“Tudo o que a menina precisou até agora eu tenho dado. Sou um pai à distância, mas muito presente”, conta à VISÃO João Pinheiro, o mesmo que há dez anos deu a cara perante a opinião pública e a justiça para defender que a menina que lhe tinha sido entregue ainda bebé deveria permanecer aos seus cuidados.

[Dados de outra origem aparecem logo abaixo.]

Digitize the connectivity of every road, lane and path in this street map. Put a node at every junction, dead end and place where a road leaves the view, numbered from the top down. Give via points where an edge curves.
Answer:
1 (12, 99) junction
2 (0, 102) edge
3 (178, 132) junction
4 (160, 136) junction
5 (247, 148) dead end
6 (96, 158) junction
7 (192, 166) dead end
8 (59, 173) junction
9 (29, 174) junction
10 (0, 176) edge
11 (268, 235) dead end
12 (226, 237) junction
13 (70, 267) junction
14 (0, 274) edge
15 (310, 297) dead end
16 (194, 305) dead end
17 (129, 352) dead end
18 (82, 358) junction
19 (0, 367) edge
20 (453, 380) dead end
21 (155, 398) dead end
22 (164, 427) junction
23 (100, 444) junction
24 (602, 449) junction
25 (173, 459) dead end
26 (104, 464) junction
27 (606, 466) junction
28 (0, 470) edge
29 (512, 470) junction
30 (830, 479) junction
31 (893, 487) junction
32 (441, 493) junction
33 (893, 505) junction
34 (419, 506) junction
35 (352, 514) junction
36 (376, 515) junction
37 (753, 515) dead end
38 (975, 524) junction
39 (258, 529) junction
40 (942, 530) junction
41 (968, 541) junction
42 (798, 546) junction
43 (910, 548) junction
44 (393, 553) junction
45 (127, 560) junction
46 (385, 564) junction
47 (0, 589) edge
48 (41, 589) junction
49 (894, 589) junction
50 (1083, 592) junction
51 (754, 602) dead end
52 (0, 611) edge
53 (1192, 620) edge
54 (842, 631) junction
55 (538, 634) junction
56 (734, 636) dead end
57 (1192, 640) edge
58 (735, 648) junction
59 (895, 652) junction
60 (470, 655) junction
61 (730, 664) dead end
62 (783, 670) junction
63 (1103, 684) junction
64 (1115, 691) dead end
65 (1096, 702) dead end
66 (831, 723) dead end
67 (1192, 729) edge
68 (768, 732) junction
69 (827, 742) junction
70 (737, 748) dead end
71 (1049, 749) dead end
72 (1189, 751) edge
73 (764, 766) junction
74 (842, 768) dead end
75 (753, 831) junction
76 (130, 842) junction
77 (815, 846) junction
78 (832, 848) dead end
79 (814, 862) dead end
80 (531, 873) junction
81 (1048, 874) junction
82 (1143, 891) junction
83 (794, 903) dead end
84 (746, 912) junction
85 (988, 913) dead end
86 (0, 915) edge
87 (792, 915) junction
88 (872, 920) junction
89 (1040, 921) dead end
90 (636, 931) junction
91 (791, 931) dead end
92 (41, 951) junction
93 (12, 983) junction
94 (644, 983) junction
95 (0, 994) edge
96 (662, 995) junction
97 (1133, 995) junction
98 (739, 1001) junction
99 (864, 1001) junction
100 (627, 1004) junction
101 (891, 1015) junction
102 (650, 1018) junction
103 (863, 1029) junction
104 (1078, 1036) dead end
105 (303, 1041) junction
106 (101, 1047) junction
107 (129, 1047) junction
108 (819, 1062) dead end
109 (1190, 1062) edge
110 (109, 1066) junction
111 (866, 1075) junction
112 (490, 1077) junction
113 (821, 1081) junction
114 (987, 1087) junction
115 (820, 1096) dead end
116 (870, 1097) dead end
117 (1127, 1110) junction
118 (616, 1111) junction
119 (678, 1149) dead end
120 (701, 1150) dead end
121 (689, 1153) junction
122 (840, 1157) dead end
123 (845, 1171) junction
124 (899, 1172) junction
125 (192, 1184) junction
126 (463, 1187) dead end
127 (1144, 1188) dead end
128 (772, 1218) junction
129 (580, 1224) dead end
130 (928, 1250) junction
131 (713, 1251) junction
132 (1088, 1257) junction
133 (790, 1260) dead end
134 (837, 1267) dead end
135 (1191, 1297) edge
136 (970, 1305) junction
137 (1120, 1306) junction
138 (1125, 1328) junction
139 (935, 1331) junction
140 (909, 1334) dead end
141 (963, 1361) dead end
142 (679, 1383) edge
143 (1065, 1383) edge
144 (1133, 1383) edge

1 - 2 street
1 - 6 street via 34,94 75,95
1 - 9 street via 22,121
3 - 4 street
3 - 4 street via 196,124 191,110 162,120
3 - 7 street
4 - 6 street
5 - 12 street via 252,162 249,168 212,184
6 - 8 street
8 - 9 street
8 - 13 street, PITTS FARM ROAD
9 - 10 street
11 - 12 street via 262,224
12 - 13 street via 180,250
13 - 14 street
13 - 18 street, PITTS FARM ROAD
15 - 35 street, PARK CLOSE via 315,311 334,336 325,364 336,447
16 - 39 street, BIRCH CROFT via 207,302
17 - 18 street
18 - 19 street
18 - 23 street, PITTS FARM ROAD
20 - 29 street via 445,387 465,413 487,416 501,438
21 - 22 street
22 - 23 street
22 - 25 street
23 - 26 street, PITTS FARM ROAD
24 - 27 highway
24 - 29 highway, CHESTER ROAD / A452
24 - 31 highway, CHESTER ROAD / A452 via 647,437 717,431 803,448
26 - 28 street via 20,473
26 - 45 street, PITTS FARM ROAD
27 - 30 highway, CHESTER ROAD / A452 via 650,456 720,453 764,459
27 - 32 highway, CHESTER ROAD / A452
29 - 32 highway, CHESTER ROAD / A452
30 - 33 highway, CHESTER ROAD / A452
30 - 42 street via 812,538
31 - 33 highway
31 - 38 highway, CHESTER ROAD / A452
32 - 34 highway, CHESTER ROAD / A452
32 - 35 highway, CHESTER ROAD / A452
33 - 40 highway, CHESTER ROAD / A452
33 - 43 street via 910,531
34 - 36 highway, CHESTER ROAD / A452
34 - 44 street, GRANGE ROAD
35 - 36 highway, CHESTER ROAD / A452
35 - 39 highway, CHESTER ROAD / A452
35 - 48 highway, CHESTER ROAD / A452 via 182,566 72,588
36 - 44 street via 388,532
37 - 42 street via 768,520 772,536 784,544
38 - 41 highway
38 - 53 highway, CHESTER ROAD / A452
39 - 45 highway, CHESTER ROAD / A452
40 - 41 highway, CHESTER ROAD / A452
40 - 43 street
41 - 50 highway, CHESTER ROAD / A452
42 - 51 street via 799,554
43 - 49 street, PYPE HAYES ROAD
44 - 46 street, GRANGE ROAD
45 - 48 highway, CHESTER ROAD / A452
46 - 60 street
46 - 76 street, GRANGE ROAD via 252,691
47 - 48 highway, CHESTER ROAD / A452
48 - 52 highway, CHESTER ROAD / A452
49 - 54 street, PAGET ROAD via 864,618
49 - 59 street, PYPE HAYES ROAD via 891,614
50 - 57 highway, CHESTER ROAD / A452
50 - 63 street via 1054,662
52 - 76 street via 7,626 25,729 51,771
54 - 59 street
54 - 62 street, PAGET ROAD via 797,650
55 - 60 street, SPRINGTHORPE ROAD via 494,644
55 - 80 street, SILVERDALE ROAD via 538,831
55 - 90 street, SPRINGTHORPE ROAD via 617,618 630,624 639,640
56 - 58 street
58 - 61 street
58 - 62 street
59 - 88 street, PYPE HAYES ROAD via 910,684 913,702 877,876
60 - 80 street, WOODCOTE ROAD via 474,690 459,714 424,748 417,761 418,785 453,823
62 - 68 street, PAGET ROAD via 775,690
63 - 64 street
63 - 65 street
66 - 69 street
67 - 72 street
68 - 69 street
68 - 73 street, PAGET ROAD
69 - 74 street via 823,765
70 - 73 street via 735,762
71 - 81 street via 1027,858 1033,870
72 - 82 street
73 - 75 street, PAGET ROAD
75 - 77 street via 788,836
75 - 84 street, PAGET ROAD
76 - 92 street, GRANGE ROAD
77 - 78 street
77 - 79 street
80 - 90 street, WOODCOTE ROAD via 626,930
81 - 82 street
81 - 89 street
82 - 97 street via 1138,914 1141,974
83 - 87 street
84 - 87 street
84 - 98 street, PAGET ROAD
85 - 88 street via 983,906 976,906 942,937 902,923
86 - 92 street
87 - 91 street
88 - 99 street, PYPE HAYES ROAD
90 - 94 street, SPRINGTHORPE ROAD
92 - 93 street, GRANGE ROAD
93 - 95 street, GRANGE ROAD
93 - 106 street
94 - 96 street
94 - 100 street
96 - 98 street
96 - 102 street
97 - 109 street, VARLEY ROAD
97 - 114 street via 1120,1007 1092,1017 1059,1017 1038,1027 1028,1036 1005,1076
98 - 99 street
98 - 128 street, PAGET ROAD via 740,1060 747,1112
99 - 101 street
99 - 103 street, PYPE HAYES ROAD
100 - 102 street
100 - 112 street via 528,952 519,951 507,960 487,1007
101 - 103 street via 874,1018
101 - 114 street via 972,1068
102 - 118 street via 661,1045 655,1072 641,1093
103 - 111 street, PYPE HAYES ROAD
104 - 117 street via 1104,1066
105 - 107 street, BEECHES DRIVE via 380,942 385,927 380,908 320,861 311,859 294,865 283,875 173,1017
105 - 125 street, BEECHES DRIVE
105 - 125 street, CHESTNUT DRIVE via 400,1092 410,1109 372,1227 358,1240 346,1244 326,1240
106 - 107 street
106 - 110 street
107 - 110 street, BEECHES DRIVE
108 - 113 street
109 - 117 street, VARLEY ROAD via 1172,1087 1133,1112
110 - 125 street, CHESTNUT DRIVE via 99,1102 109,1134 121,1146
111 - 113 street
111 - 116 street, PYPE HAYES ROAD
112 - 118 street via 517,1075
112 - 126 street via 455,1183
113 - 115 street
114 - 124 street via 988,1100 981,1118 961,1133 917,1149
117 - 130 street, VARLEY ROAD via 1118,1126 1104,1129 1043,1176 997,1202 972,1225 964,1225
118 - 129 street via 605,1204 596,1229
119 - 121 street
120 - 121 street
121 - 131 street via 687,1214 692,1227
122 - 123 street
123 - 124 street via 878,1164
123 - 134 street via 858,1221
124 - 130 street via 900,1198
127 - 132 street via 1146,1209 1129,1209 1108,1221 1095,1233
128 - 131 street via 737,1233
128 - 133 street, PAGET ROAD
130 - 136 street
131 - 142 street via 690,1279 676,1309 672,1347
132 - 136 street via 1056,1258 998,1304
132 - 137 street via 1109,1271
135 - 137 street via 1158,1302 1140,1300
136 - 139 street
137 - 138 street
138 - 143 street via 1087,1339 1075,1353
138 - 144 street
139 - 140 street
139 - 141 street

Ele e a mulher, Florinda Vieira, já tinham os seus filhos criados. Reuniam todas as condições para a tratar como uma princesa. Os tribunais haveriam de decidir que não, depois de a mãe, uma imigrante russa, saber que tinha de voltar ao seu país – e se ter batido com as armas que tinha para levar a filha consigo.“
A minha Alexandra pediu-me luta e eu agora vou até ao fim”, confessa-nos o homem, com a mesma convicção que tinha à época dos acontecimentos. Como se nem tivesse passado uma década desde então. Pelo meio, mudou de casa e de emprego – ele e a mulher já nem têm a Tasca da Xaninha, um estabelecimento cujo lucro era depositado numa conta em nome da criança. “Mas mantemos o quarto dela tal e qual, com todos os bonecos que tinha”, revela. “Ela sabe que a amamos e está desejosa de vir ter connosco”. Mas já lá vamos.
Até à Rússia, com amor
Em 2009, quando a polémica estalou, Alexandra tinha seis anos. Passara os primeiros tempos da sua vida com aquele casal de Barcelos, que acedeu a acolhê-la em sua casa, depois de a mãe, Natália, anuir que não reunia o básico para a criar. Nos tempos seguintes, conta-se que a russa mal visitara a filha. Tudo mudou quando, por estar cá de forma ilegal, a mulher acabou por receber ordem de expulsão das autoridades portuguesas. Foi quando se iniciou a batalha legal por Alexandra, o nome que a família Pinheiro lhe dera, ou Sandra, como Natália Zarubina, então com 34 anos, lhe chamava.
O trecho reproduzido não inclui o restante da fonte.